Standard library futures
Let's use this as our minimal, reproducible example:
async fn example() -> i32 {
42
}
Call executor::block_on:
use futures::executor; // 0.3.1
fn main() {
let v = executor::block_on(example());
println!("{}", v);
}
Tokio
Use the tokio::main attribute on any function (not just main!) to convert it from an asynchronous function to a synchronous one:
use tokio; // 0.3.5
#[tokio::main]
async fn main() {
let v = example().await;
println!("{}", v);
}
tokio::main is a macro that transforms this
#[tokio::main]
async fn main() {}
Into this:
fn main() {
tokio::runtime::Builder::new_multi_thread()
.enable_all()
.build()
.unwrap()
.block_on(async { {} })
}
This uses Runtime::block_on under the hood, so you can also write this as:
use tokio::runtime::Runtime; // 0.3.5
fn main() {
let v = Runtime::new().unwrap().block_on(example());
println!("{}", v);
}
For tests, you can use tokio::test.
async-std
Use the async_std::main attribute on the main function to convert it from an asynchronous function to a synchronous one:
use async_std; // 1.6.5, features = ["attributes"]
#[async_std::main]
async fn main() {
let v = example().await;
println!("{}", v);
}
For tests, you can use async_std::test.
Futures 0.1
Let's use this as our minimal, reproducible example:
use futures::{future, Future}; // 0.1.27
fn example() -> impl Future<Item = i32, Error = ()> {
future::ok(42)
}
For simple cases, you only need to call wait:
fn main() {
let s = example().wait();
println!("{:?}", s);
}
However, this comes with a pretty severe warning:
This method is not appropriate to call on event loops or similar I/O situations because it will prevent the event loop from making progress (this blocks the thread). This method should only be called when it's guaranteed that the blocking work associated with this future will be completed by another thread.
Tokio
If you are using Tokio 0.1, you should use Tokio's Runtime::block_on:
use tokio; // 0.1.21
fn main() {
let mut runtime = tokio::runtime::Runtime::new().expect("Unable to create a runtime");
let s = runtime.block_on(example());
println!("{:?}", s);
}
If you peek in the implementation of block_on, it actually sends the future's result down a channel and then calls wait on that channel! This is fine because Tokio guarantees to run the future to completion.
See also:
How can I efficiently extract the first element of a futures::Stream in a blocking manner?

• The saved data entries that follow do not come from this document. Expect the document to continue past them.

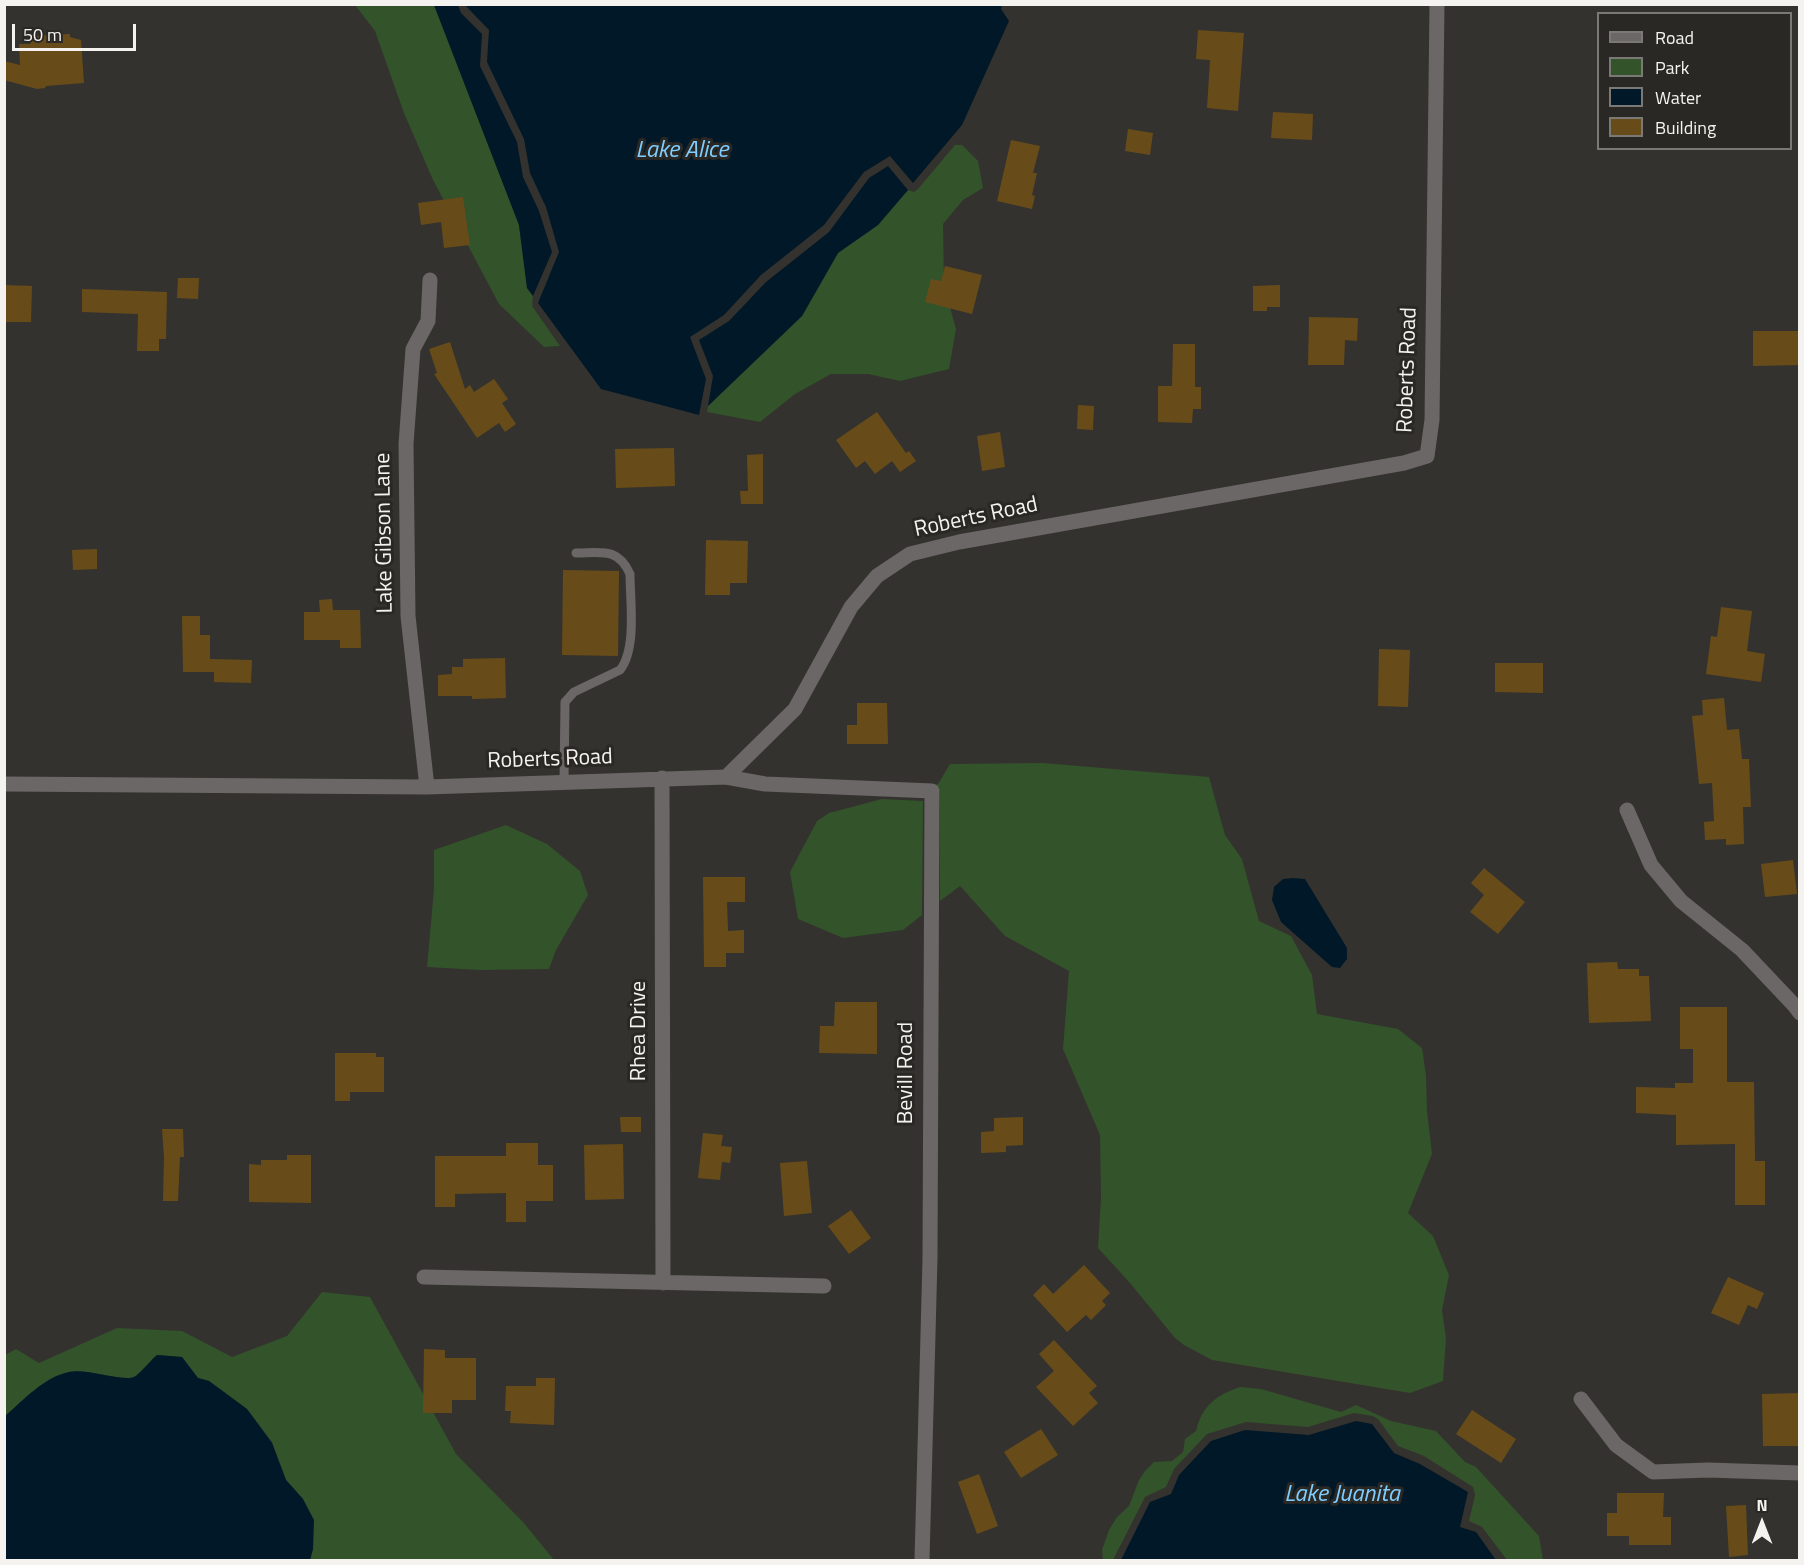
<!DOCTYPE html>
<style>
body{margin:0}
#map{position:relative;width:1804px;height:1565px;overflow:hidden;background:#34322e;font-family:"Titillium Web",sans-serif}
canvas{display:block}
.frame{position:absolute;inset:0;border:6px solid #f4f3f0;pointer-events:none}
.legend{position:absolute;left:1597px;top:12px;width:195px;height:138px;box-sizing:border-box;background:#2a2824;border:2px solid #7b7976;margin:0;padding:8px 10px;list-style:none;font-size:18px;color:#f4f3f0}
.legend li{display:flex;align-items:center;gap:12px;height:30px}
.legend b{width:30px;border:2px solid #7b7976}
.north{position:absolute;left:1732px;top:1493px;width:60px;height:60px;-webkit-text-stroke:4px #2a2824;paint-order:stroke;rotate:0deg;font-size:16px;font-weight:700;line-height:24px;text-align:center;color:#f4f3f0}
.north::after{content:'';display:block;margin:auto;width:21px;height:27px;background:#f4f3f0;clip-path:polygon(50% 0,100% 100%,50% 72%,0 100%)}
.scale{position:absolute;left:12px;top:24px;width:124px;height:27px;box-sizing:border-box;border:3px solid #f4f3f0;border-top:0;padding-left:8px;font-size:18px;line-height:21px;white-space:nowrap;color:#f4f3f0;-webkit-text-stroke:4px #2a2824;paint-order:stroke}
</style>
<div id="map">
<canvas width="1804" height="1565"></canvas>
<div class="frame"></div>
<ul class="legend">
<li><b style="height:8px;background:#6a6766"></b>Road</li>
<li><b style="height:16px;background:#33532b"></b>Park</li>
<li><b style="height:16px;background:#001827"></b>Water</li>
<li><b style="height:16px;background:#674c1a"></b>Building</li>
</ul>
<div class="north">N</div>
<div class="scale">50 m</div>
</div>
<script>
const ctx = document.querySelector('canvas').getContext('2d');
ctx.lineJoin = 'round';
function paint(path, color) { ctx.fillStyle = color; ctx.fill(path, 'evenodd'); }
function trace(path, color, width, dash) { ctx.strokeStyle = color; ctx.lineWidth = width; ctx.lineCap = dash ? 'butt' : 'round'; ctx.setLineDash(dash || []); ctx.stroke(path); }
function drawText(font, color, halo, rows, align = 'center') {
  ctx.font = font + ' "Titillium Web",sans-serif'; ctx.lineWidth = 6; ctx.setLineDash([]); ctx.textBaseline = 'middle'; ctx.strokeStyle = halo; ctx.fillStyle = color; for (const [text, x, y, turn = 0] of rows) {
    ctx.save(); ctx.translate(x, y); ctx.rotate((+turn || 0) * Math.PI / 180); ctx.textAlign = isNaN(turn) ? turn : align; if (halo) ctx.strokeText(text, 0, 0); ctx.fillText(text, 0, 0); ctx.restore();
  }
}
paint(new Path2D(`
 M355,5H434L519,225L527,288L533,296L532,306L560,346L544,347L499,304L433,180L404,113L375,31Z
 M955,145H962L978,161L983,188L963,200L943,224L944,286L956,329L949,369L900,381L868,374H831L795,394L760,422L707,412L708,406L802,316L838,253L878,225L908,190L914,192L918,189Z
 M1043,763L1209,777L1225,835L1242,859L1259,921L1291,936L1312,975L1317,1014L1398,1029L1422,1048L1426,1076L1427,1111L1432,1154L1408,1213L1433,1236L1449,1275L1442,1310L1446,1338L1443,1381L1410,1393L1212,1360L1184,1345L1175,1338L1130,1283L1098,1248L1101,1198L1100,1135L1063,1049L1069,971L1005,936L960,886L940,901V792L935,785L938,784L950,764Z
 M882,799L923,801L922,915L903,930L843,938L798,919L790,872L817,821L829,813Z
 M506,825L547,844L580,871L588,895L556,950L549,969L480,970L427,967L434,889V850Z
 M322,1292L370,1297L456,1454L523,1522L554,1560H310L313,1548L303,1499L286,1480L272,1442L247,1409L209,1381L198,1378L182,1357L157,1355C151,1360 140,1374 134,1377C124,1382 86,1368 69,1372C44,1377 24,1400 5,1416V1355L16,1349L39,1363L117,1328L182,1331L232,1357L287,1336Z
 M1240,1387L1261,1389L1341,1412L1356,1405L1391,1421L1436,1431L1465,1462L1476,1467L1539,1536L1543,1560H1507L1482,1527L1469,1521L1475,1495L1473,1487L1424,1456L1398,1446L1378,1419L1373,1416L1354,1413L1308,1427L1246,1422L1207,1434L1174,1469L1166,1487L1145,1497L1113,1560H1103L1102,1550L1109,1530L1117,1517L1129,1506L1139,1480L1145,1471L1154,1462L1172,1461L1183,1452L1185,1439L1196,1431C1202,1406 1216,1395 1240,1387Z`), '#33532b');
paint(new Path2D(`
 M434,5H458L461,13L482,34L480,66L517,142L523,177L539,211L552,252L533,296L527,288L519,225Z
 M1002,5L1001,9L1009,21L962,125L913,183L890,156L864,172L824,225L761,275L724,315L690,337L706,379L699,415L601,389L538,303L559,252L546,207L530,173L524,139L487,62L489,30L465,5Z
 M888,166L908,190L878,225L838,253L802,316L708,406L713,376L699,340L729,321L766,282L829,232L869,178Z
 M1293,878L1305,879L1347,948V959L1340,968L1332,967L1281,922L1272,900L1274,887L1283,879Z
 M157,1355L182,1357L198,1378L209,1381L247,1409L272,1443L286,1480L303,1499L314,1520L313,1549L310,1560H5V1416C24,1400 44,1377 69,1372C86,1368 124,1382 134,1377C139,1375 152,1359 157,1355Z
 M1356,1421L1372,1424L1394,1453L1420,1464L1468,1492L1460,1527L1476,1532L1496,1560H1121L1150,1502L1171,1494L1179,1475L1211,1441L1245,1430L1309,1435Z`), '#001827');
paint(new Path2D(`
 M1198,30L1244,33L1238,111L1207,108L1210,60L1196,59Z
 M70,34V37L81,40L84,83L46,86L45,88L37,89L4,80V61L20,65L19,44H30L32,36Z
 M1273,112L1313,114L1312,140L1271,138Z
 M1128,129L1153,133L1150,155L1125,151Z
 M1011,140L1040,146L1033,173H1037L1032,195L1035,196L1032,209L997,201Z
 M463,197L470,245L444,248L441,222L421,225L418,203Z
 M945,266L982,275L972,314L925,302L931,279L941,281Z
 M178,278H199L198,299L177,298Z
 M4,285L32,286L31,322H4Z
 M1280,285V307H1267V311H1253V286Z
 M82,289L167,292L166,339H159V351H137L138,314L82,312Z
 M1309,317L1358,318L1357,341L1345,340L1344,365H1308Z
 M1753,331H1800V365L1753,366Z
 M450,342L465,389L470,385L474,392L494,379L508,399L502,403L516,424L505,432L499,423L477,438L434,374L437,373L429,349Z
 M1173,344H1195V387H1201V409H1193L1192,423L1158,422V386H1172Z
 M1078,405L1094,406L1093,430L1077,429Z
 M877,412L906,453L909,451L916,461L900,472L892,461L875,474L865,461L856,468L836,440Z
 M1000,432L1005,467L982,471L977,436Z
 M674,448L675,486L616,488L615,449Z
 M763,454V504H741L740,491H748L747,455Z
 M706,540L748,541L747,583H730V595H705Z
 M97,549V569L73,570L72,550Z
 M563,570L619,571L618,656L562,655Z
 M332,599L333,610H360L361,648H340V640H304V612H320L319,600Z
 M1721,607L1752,611L1747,651L1765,654L1761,682L1706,674L1711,636L1717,637Z
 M182,616H200V635H210V659L252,660L251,683L214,682V672H183Z
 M1379,649L1410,650L1408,707L1378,706Z
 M505,658L506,698L472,699V696H438V675L452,674V667H463V659Z
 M1495,663H1543V693L1495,692Z
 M1724,698L1727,730L1739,729L1742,759H1749L1751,807H1743L1744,844L1726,845V839L1705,840L1704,822L1714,821L1712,783L1699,784L1692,716L1703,715L1702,700Z
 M857,703H887L888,744H847V725H857Z
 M1793,860L1797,894L1765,897L1761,864Z
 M1484,868L1525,902L1498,934L1470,912L1484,895L1471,883Z
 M703,877H745V902H727L728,931L744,930V953H726V967H704Z
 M1617,962L1618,969H1639V976H1649L1651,1021L1589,1023L1587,963Z
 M835,1002H877V1054L819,1053L820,1026H834Z
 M1680,1007H1727V1082H1754L1755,1161H1765V1205H1735V1144L1676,1145V1115L1636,1113V1087L1675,1088V1083H1693V1049H1680Z
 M335,1053H376V1057H384V1092H350V1101H335Z
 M620,1117H641V1132H621Z
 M1023,1117V1145L1006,1146V1152L981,1153V1132L994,1131V1118Z
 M162,1129H183L184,1157H180L178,1201H163L164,1157Z
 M703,1133L723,1135L721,1146L732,1147L730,1163L722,1162L720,1180L698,1178Z
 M506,1143H538V1165H553V1201H526V1222H506V1193L455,1194V1207H435V1156H506Z
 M623,1144L624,1199L585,1200L584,1145Z
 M287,1155H311V1203L249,1202V1164L261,1165V1160H287Z
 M807,1161L812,1213L784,1216L780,1163Z
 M851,1210L871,1238L849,1254L828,1226Z
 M1084,1265L1110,1293L1102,1301L1106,1305L1091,1320L1086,1315L1067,1332L1033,1295L1044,1284L1053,1294Z
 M1728,1277L1764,1293L1757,1309L1748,1305L1739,1325L1711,1313Z
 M1054,1340L1097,1386L1089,1393L1098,1403L1073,1426L1036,1387L1054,1371L1039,1354Z
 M424,1349L445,1350V1358H476V1400H452V1413H423Z
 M536,1378H555L554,1425L510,1423L511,1411H505L506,1386H536Z
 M1800,1393V1446H1763L1762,1394Z
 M1472,1410L1516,1439L1501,1463L1456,1434Z
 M1041,1429L1058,1455L1021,1478L1004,1452Z
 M979,1474L998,1526L977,1534L958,1482Z
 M1617,1493H1664L1663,1517H1671V1545H1629V1536H1607V1513H1617Z
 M1746,1505L1748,1555L1729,1557L1726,1506Z`), '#674c1a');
trace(new Path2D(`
 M564,782L565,702L574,692L620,670C637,649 630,600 630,574C618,547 601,553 576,553`), '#6a6766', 9);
trace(new Path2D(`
 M726,777L765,784L932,791L930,1259L922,1560
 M662,778L663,1283
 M4,784L427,787L726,777L795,709L851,607L877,576L910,554L959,542L1404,463L1427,456L1432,420L1437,4
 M427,787L408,616L406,444L413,349L428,321L430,280
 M1627,810L1651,865L1681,901L1742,950L1794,1005L1800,1013
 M424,1277L824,1286
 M1581,1399L1616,1445L1653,1472L1708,1470L1800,1473`), '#6a6766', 15);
drawText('22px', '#f4f3f0', '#2a2824', [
 ["Roberts Road",1408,370,-88],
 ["Roberts Road",976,518,-12],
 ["Lake Gibson Lane",385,533,-91],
 ["Roberts Road",550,760,-2],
 ["Rhea Drive",640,1031,-90],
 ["Bevill Road",907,1073,-90]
]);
drawText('italic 24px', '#7eceff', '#2a2824', [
 ["Lake Alice",682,151],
 ["Lake Juanita",1342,1495]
]);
</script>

As this is the top result that come up in search engines by the query "How to call async from sync in Rust", I decided to share my solution here. I think it might be useful.
As #Shepmaster mentioned, back in version 0.1 futures crate had beautiful method .wait() that could be used to call an async function from a sync one. This must-have method, however, was removed from later versions of the crate.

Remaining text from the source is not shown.